Director Michel Gondry has spent his career bringing out the magical realism in everyday life. After getting his start shooting music videos in the 1990s, Gondry has walked us through the broken memories of a relationship in 2004’s Eternal Sunshine of the Spotless Mind, made the streets of Brooklyn erupt with music in the 2005 documentary Dave Chappelle’s Block Party, and turned the philosophies of Noam Chomsky into an 88-minute cartoon with last year’s Is The Man Who Is Tall Happy?

His latest feature, Mood Indigo, is both a love story and a surrealist landscape brought to life. In the world of Colin (Romain Duris) and his love Chloe (Audrey Tautou), a piano dispenses cocktails, meals dance on their plates, and fate is dictated by an assembly line of typewriters. The movie is based on the 1947 novel L’Écume des Jours (“Froth on the Daydream”) by Boris Vian, a writer Gondry has long admired.

Yahoo! Movies spoke with the prolific director about the process of bringing his wildly imaginative visions to life, the enduring legacy of Eternal Sunshine, and the films that he still dreams about making.

YM: What comes first in a film like Mood Indigo: the visual elements or the script?

MICHEL GONDRY: We started with the script, and the question of how to go from the book to the story. The producer Luc Bossi co-wrote the screenplay, so basically we tried to figure out the backbone of the story, and how we could adapt it. It’s a very visual book, and I had many ideas that I carried with me all those years since I first read it.
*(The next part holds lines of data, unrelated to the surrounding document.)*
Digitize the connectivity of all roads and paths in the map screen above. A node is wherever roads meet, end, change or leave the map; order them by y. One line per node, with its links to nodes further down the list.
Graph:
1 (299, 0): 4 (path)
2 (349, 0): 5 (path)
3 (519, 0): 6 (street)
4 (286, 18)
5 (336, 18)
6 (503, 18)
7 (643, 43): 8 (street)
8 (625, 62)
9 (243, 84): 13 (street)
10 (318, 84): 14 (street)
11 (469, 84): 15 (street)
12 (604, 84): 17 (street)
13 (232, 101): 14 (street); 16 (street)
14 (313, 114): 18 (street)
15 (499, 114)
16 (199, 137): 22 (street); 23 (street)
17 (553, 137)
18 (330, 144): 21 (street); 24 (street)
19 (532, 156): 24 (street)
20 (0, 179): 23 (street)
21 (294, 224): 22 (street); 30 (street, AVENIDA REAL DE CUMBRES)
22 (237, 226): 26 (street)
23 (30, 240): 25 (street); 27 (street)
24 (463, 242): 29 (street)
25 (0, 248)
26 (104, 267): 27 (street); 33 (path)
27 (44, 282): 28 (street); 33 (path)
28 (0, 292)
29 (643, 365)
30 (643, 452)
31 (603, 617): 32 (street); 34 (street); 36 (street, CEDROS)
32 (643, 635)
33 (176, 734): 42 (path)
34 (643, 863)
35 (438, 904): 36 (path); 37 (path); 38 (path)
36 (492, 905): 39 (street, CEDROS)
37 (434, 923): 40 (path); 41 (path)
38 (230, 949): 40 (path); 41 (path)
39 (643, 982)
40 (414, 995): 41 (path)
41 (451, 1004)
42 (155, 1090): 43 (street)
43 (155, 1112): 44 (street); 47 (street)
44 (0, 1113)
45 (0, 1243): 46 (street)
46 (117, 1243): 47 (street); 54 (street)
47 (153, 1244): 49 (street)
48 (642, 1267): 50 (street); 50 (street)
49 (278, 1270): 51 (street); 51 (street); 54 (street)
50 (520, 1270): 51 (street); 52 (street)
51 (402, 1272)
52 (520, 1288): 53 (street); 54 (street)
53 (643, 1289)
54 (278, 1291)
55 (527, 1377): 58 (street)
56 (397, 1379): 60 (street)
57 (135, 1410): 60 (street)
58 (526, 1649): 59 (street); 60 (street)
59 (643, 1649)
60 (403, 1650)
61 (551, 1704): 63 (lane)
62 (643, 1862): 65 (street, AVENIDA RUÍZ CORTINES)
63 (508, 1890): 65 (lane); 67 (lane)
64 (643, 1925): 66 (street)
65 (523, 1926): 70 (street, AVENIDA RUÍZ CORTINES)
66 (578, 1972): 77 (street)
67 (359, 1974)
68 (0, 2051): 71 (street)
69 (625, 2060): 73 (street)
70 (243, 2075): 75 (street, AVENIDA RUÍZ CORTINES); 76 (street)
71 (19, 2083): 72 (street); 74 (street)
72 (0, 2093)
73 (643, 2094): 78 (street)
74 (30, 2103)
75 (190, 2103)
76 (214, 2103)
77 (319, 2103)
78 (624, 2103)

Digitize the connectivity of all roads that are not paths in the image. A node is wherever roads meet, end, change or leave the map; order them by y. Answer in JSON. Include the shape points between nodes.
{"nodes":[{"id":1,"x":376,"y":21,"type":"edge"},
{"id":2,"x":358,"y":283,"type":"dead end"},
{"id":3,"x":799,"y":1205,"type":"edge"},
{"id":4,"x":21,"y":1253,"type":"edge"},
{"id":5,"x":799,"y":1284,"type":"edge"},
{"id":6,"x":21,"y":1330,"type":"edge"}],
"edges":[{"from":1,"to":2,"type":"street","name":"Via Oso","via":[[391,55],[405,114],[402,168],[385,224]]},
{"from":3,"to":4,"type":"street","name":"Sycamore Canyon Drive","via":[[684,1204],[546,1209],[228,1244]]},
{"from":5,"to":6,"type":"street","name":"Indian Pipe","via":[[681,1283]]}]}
And I wanted to incorporate them in the film, as a sort of flashback of my first memory of the book. Then there is this big struggle, because there are plenty of ideas that seem unachievable, and I want to take on the challenge and do whatever I feel like, regardless of the cost. Then I had to bring it to fruition, which was very ambitious because there were so many ideas — like the shrinking apartment, or the cars. But for those things to be affordable for this kind of movie, I had to find a way to do them.

Mood Indigo (2014)

Was there one particular image from the book that you had immediately in your head when you were offered the movie?

Yes. I remember reading this book and really feeling it was very colorful at the beginning and black-and-white at the end. You would not see a transition; you would just realize it when it’s already in black and white. So that was the first idea I had, and I really wanted to use it for this movie. Because I’ve seen movies where there was a color part and a black-and-white part, but I never saw a movie where it gradually fades from color to black-and-white. So that was the first visual idea I had from my first reading. And then, the way the apartment gradually shrinks, and gets more and more small and opaque. All these ideas it seemed to me just from reading, and I wanted to illustrate them on film.

One of the characters in the film has an obsession with a philosopher — Jean Sol Patre — which grows to manic proportions. Any obsessions like that in your own life?

Well, maybe Noam Chomsky, because I have met him several times, and, of course, I’m a big fan of his. Meeting with him, I’ve seen how people get really… not really frantic, but they get really dedicated to follow his work. So that’s a parallel I could make, and I can make it on my personal level. It’s difficult to find a philosopher that nowadays would create the sort of hysteria like it’s being described in the book. At some point, I wanted to use this fanaticism that some people have with Apple – you know, when the new iPod or iPad come out, they line up overnight? You have Steve Jobs making those big statements on computer screens. At some point, I was tempted to make this parallel, but then Steve Jobs passed away, and I thought it was inappropriate. So I kept the idea of the philosopher.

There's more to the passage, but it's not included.